Look how much happier Velocity Raptor is!
So thanks to everyone who brought it to my attention. The ‘measured’ bullets are now fixed in the game. Go enjoy the (now slightly-less) trippy world of Special Relativity.
-Andy
What’s up with the bullets?
April 30, 2012
That is undoubtedly the most common question about Velocity Raptor. As it turns out, I was wrong. Read the above post for more info…
That is undoubtedly the most common question about Velocity Raptor. And, admittedly, it is counterintuitive. Extremely so. Even and especially for people with a relativity course under their belts. (When I was making the game, it took me a lot of double-checking to feel comfortable with it.) But… we have to listen to the math. We can’t do relativity by intuition alone.
I mention this explanation in the Relativity 101 page, but I think these pictures, and elaboration, could help make the situation clearer.
To understand the behavior of the bullets, we just need one starting point: Length Contraction. If a train is speeding past, a stationary observer would measure it to be shorter than the same train when stationary. And the length contracts in the direction of the motion (the train seems shorter from engine to caboose, not from top to bottom). Not a hard pill to swallow.
As a concrete example about the motion of bullets in the game, we turn to Level 7. Our intrepid hero (Velocity Raptor) finds herself in a room with a cannon. The cannon is firing bullets horizontally across the screen, whereupon they hit a target. VR also decides to run up (vertically upwards on the screen). So we have three frames of reference.
That of the RaptorThat of the Room, gun, and targetThat of the bullets
We’ll want to make sure to treat them each independently. For the purposes of this game, we are witnessing the world through the raptor’s frame of reference. So we need to figure out how (a) the room, and (b) the bullets will contract. Let’s start with the room.
Since the raptor is running upwards, to her the room seems to be going down. The direction of relative motion is vertical, so the Length Contraction happens vertically as well. The result is the room seems squished from top-to-bottom. Not a big surprise there.
In the exact same way, we can figure out how the bullets will behave. This time, there are two velocities to take into account. The raptor is running up, and the bullets are flying to the right. So in the view of the raptor, the bullets have a velocity that is down-and-to-the-right. Note that we are being extremely qualitative. Velocity addition in SR is more nuanced than in the standard Newtonian world, but all we care about is that the bullets seem (to the raptor) to be going down and to the right. For ease of our picture, imagine that we’ve chosen the velocities such that the final summed velocity points from one corner of the dotted-line-rectangle to the other.
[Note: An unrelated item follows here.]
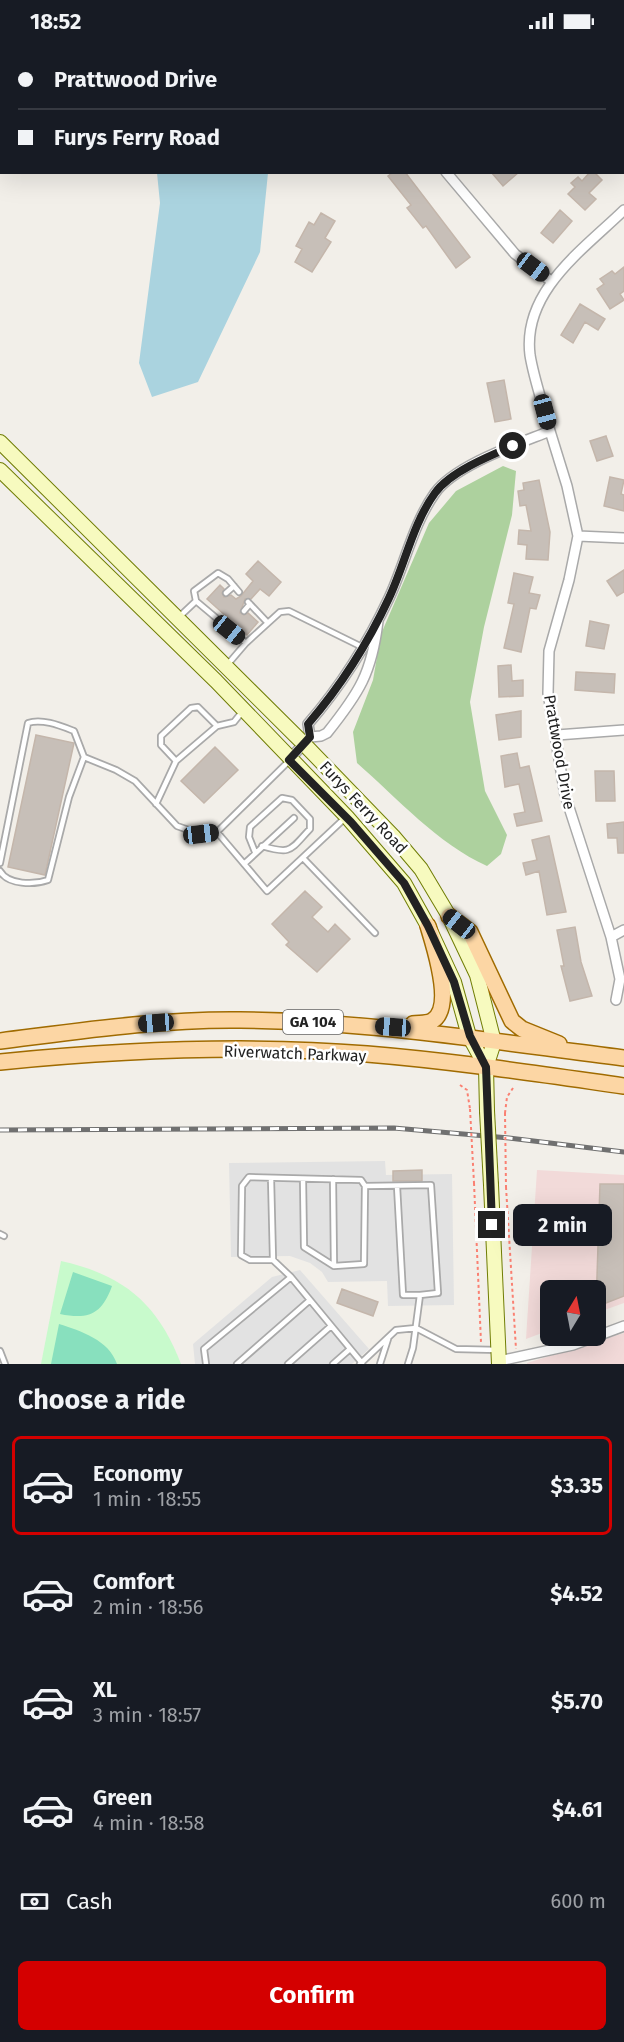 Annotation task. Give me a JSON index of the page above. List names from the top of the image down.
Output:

Then we squish the bullets’ frame along its direction of motion. So in our example, we squish from one corner to the other. (That dotted rectangle around the bullets just helps us keep track of how the frame contracts. You can even pretend it is real, if you’d like… its addition doesn’t affect the results, just makes the picture clearer.)
Again, just a simple Length Contraction. Nothing special. So why did I pretend this was strange?
Ah yes, the final step. Let’s put all the pieces together. The raptor, room, and bullets of course exist together.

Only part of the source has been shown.